• Aim of the exercise: Find the string "Дорожная" in the data, then copy every line where it is found.

• Records supplied:
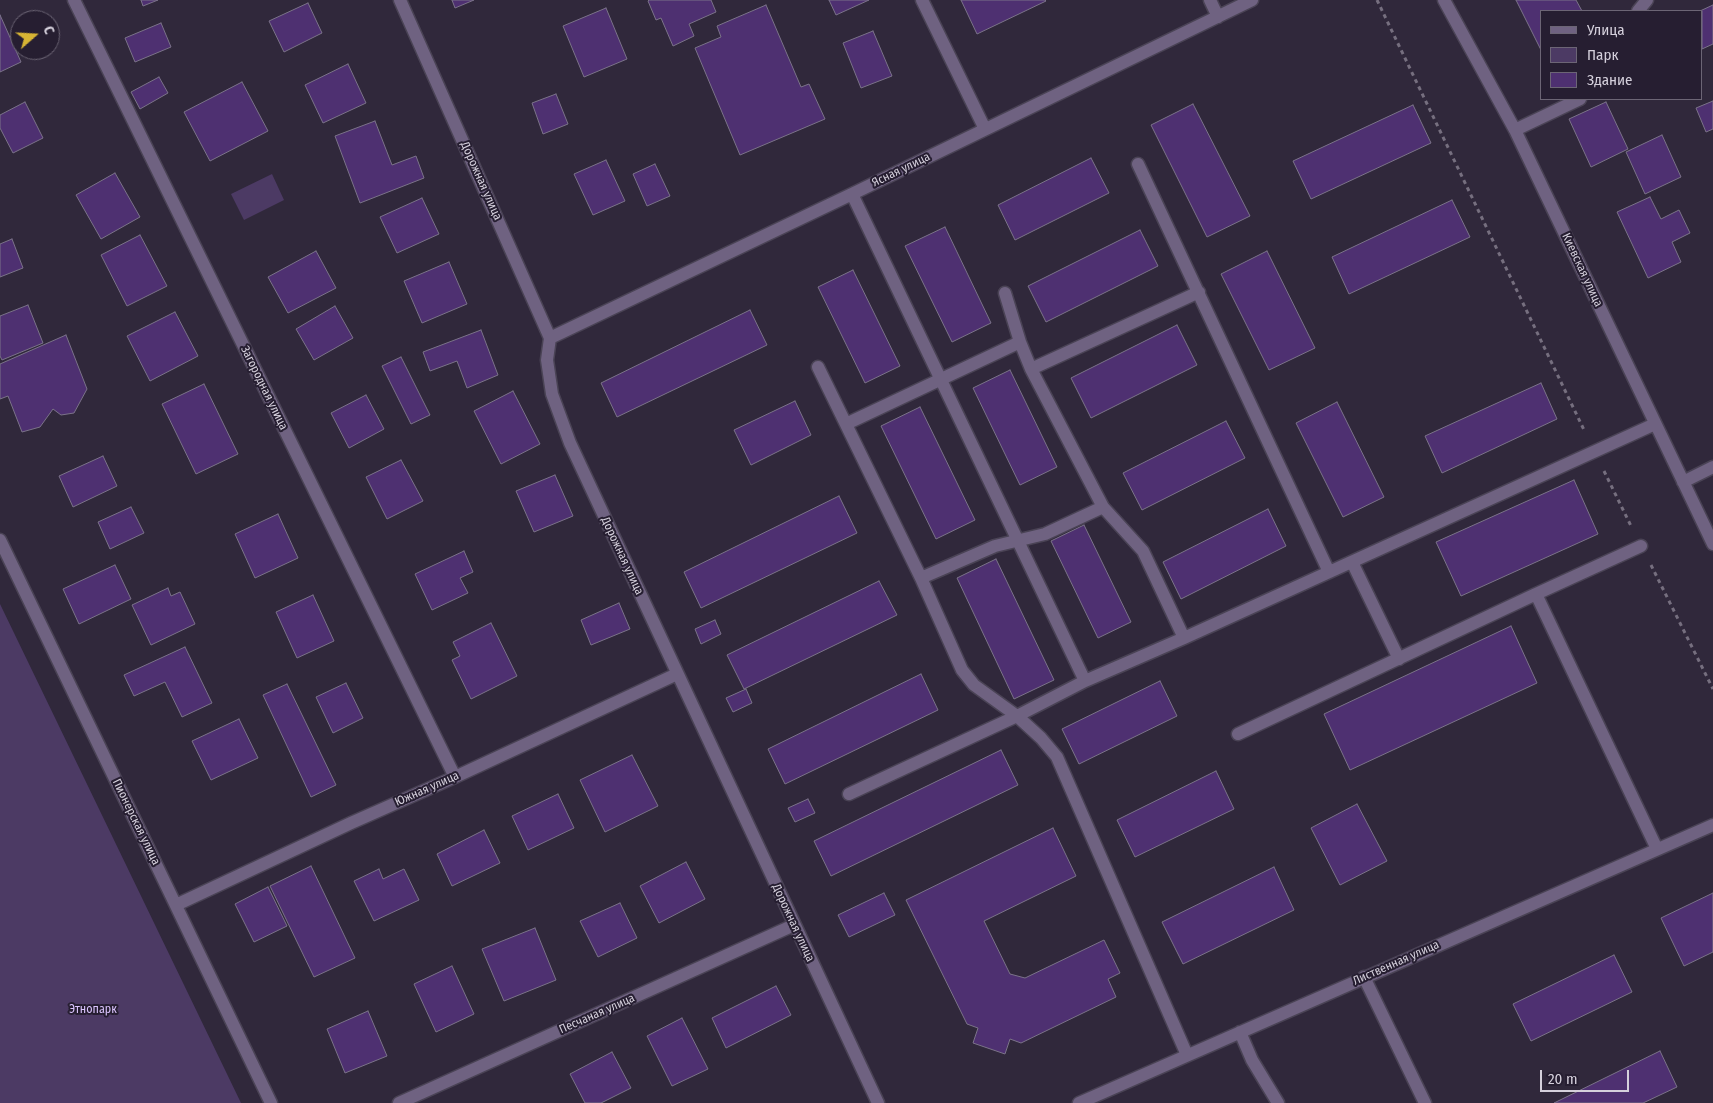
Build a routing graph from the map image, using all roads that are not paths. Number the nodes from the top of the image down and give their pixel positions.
1 (74, 0) edge
2 (400, 0) edge
3 (922, 0) edge
4 (1210, 0) edge
5 (1252, 0) edge
6 (1444, 0) edge
7 (1648, 0) edge
8 (1639, 10) edge
9 (1218, 16) junction
10 (1578, 100) edge
11 (985, 129) junction
12 (1515, 130) junction
13 (1138, 164) dead end
14 (852, 194) junction
15 (1199, 292) junction
16 (1005, 293) dead end
17 (550, 338) junction
18 (1020, 342) junction
19 (818, 367) dead end
20 (1032, 369) junction
21 (941, 380) junction
22 (846, 424) junction
23 (1655, 424) junction
24 (1713, 467) edge
25 (1683, 482) junction
26 (1103, 507) junction
27 (0, 540) edge
28 (1017, 541) junction
29 (1713, 544) edge
30 (1641, 546) road end
31 (1352, 562) junction
32 (1329, 572) junction
33 (921, 578) junction
34 (1536, 594) junction
35 (1184, 638) junction
36 (1399, 659) junction
37 (677, 674) junction
38 (1085, 681) junction
39 (1017, 716) junction
40 (1238, 734) dead end
41 (455, 777) junction
42 (849, 794) dead end
43 (1713, 825) edge
44 (1658, 849) junction
45 (176, 905) junction
46 (794, 925) junction
47 (1364, 977) junction
48 (1240, 1032) junction
49 (1187, 1055) junction
50 (271, 1103) edge
51 (400, 1103) edge
52 (878, 1103) edge
53 (1079, 1103) edge
54 (1278, 1103) edge
55 (1425, 1103) edge

1 - 41 street, Загородная улица
2 - 17 street, Дорожная улица
3 - 11 street
4 - 9 street
5 - 9 street, Ясная улица
6 - 12 street, Киевская улица
7 - 8 street
9 - 11 street, Ясная улица
10 - 12 street
11 - 14 street, Ясная улица
12 - 23 street, Киевская улица
13 - 15 street
14 - 17 street, Ясная улица
14 - 21 street
15 - 20 street
15 - 32 street
16 - 18 street
17 - 37 street, Дорожная улица
18 - 20 street
18 - 21 street
19 - 22 street
20 - 26 street
21 - 22 street
21 - 28 street
22 - 33 street
23 - 25 street, Киевская улица
23 - 31 street
24 - 25 street
25 - 29 street, Киевская улица
26 - 28 street
26 - 35 street
27 - 45 street, Пионерская улица
28 - 33 street
28 - 38 street
30 - 34 street
31 - 32 street
31 - 36 street
32 - 35 street
33 - 39 street
34 - 36 street
34 - 44 street
35 - 38 street
36 - 40 street
37 - 41 street, Южная улица
37 - 46 street, Дорожная улица
38 - 39 street
39 - 42 street
39 - 49 street
41 - 45 street, Южная улица
43 - 44 street, Лиственная улица
44 - 47 street, Лиственная улица
45 - 50 street, Пионерская улица
46 - 51 street, Песчаная улица
46 - 52 street, Дорожная улица
47 - 48 street, Лиственная улица
47 - 55 street
48 - 49 street, Лиственная улица
48 - 54 street
49 - 53 street, Лиственная улица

• Solved exercise:
2 - 17 street, Дорожная улица
17 - 37 street, Дорожная улица
37 - 46 street, Дорожная улица
46 - 52 street, Дорожная улица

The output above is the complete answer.